Because you have control over the abstractions. You have control over what goes into the context. You have control over updating those abstractions and prompts based on your context. You have control over choosing your models instead of depending on models supported by the library or the tool you're using.

>As an aside - models are getting explicitly trained to use tool calls rather than custom things.

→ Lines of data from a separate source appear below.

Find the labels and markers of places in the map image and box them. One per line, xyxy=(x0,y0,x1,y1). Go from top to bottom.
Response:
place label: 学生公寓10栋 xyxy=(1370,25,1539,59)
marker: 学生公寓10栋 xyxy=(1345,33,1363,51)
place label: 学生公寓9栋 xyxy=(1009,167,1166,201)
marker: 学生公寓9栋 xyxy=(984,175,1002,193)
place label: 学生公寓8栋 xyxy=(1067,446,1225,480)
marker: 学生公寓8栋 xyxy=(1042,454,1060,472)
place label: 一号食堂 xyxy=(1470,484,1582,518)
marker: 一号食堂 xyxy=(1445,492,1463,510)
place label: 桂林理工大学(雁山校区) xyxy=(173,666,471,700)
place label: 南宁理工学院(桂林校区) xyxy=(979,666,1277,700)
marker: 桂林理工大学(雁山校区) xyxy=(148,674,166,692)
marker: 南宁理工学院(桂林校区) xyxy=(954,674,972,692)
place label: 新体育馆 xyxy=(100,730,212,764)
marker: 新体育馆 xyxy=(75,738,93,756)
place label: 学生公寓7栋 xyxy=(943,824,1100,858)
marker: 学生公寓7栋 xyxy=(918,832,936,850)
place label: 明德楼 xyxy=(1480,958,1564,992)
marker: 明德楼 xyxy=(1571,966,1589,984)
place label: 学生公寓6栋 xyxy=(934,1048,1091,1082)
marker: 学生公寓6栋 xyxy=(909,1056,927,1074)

That's great,but also they are great at generating code and guess what the code does? Calls functions.

thrown-0825•1h ago
as is tradition the younger generation of devs are going to get burned by hype vaporware and create a whole ecosystem of orphaned protocols and tools

reminds me of the early 2000’s and all the nosql trash

zorobo•51m ago
I promise, it's the last one we'll ever need https://en.wikipedia.org/wiki/The_Last_One_%28software%29
sethaurus•50m ago
One really nice thing about using LLMs as components is that they just generate text. We've taught them to sometimes issue JSON messages representing a structured query or command, but it still comes out of the thing as text; the model doesn't have any IO or state of its own. Then the actual program can then decide what, if anything, to do with that structured request.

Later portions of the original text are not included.